豊玉姫の線も考えているのですが現段階ではと言うことで、ご了承くださいませ。
理由は、桜の神紋と岩に化身したカガセオを銀の靴で蹴飛ばし散じりにしたこと。つまり岩を粉砕したからです。削岩機の裂(前)玉姫の本領発揮ですか。(笑)
といって、前玉姫が蹴飛ばしたわけではなく、実際にはやさしく、きびしく懐柔
したのだと思います。
想像(妄想かも)を膨らませれば、鹿島の神(海幸彦、藤原の先祖)でも香取の神でも征伐できなかったカガセオを、なぜ機織の神である武葉槌が征圧できたのか。
それはカガセオ(長髄彦)は九州時代から埼玉姫(豊玉姫かも)に憧れていたからでしょう。(笑)

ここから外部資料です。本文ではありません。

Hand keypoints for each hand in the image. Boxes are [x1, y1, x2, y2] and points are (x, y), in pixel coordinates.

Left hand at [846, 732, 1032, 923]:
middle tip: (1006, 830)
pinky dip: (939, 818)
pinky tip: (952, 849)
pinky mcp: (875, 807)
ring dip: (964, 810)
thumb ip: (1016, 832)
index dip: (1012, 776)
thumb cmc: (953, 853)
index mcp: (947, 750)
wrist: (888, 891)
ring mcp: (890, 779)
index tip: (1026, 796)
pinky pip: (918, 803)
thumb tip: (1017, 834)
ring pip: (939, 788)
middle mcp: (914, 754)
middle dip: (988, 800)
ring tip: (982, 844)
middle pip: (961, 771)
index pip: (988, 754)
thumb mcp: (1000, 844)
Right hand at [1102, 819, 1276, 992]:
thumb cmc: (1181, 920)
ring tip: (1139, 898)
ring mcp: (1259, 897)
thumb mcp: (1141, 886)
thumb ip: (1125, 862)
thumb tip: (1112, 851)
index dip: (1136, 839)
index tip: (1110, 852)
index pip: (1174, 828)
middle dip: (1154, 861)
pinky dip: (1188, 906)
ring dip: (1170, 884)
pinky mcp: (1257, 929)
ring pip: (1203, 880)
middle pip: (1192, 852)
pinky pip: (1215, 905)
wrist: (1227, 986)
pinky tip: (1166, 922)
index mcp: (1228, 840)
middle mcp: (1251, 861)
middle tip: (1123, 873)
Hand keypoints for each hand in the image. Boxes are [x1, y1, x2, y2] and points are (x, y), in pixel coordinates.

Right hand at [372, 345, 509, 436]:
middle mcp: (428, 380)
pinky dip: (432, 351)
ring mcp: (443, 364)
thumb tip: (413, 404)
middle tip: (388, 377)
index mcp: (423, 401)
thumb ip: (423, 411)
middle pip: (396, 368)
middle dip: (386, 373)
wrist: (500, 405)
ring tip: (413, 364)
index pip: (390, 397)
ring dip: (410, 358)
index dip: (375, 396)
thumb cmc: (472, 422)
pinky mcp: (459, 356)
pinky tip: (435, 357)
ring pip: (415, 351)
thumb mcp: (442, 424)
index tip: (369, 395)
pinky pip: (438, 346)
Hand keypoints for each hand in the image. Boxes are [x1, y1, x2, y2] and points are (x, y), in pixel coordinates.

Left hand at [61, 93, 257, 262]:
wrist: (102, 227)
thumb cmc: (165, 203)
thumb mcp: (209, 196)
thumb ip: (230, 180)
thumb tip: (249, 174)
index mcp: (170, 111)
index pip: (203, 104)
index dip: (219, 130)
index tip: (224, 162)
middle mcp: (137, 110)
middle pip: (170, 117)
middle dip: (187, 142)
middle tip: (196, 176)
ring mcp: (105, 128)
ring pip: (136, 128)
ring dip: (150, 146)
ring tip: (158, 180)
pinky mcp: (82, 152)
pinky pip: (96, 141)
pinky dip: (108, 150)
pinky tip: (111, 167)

最後はもう、身分の高い美人の女神様にご登場願うしか策はありませんね(笑)
後の時代の権力者、回りくどく書かなくてもいいですね。藤原氏が、カガセオ(岐神=長髄彦一派)を悪人として貶めるために(神武と喧嘩した事実はありますが)、こんな物語を作った可能性
は高いと推測します。
本殿両脇の相殿はまだよくわかりません。蛇から大己貴神を導き出せますが、もう片方は今のところ見当が付きません。漠然と岐神かなとはおもっていますが・・・。
今後ほかの神社(特に大甕倭文神社と泉神社)を探検してからさらに考察していきたいと思います。
おまけ
現在考えている当時のシナリオは、こんな感じです。
神武と喧嘩して、常陸国に島流しになってしまった(あるいは蝦夷地から東国の防衛隊として左遷された)長髄彦は、下総の国から常陸の国に入国し常陸国をうまく管理していた。5000年程前から蝦夷地に渡来していた旧ヘブライ人の恵比須族たち(青森から岩手にかけての一戸から九戸を中心に居住、いまではキリストの墓がある事でも有名な地区)とも、今の福島県いわき市の勿来(なこそ、くるなかれ、くなと)を界にうまくすみ分けていた。ところが、常陸国から隣の下野国は金の産地。(八溝山系、茨城県大子町、栃木県那珂川町)増々力を付ける長髄彦を快く思わない海幸彦系(藤原の先祖)はついに討伐隊を結成。鹿島の神と香取の神を征東将軍として派遣した。しかし、カガセオ(長髄彦)の圧倒的な戦力により征伐をあきらめた海幸彦系は、九州王朝一の実力者豊玉彦に対策を願い出た。豊玉彦は得意の穏便な手法、要するに女神を提供することで仲良くするやり方、義兄弟になる方法(百嶋先生は穴兄弟と言っておられましたが)をとり、自分より18歳も若く、美しく(と思われる)、若すぎて持て余していた前玉姫を常陸国に遣わした。
(時代考証してません)
2020年現在では、なんと前玉姫と長髄彦を双子の兄弟と分析しています。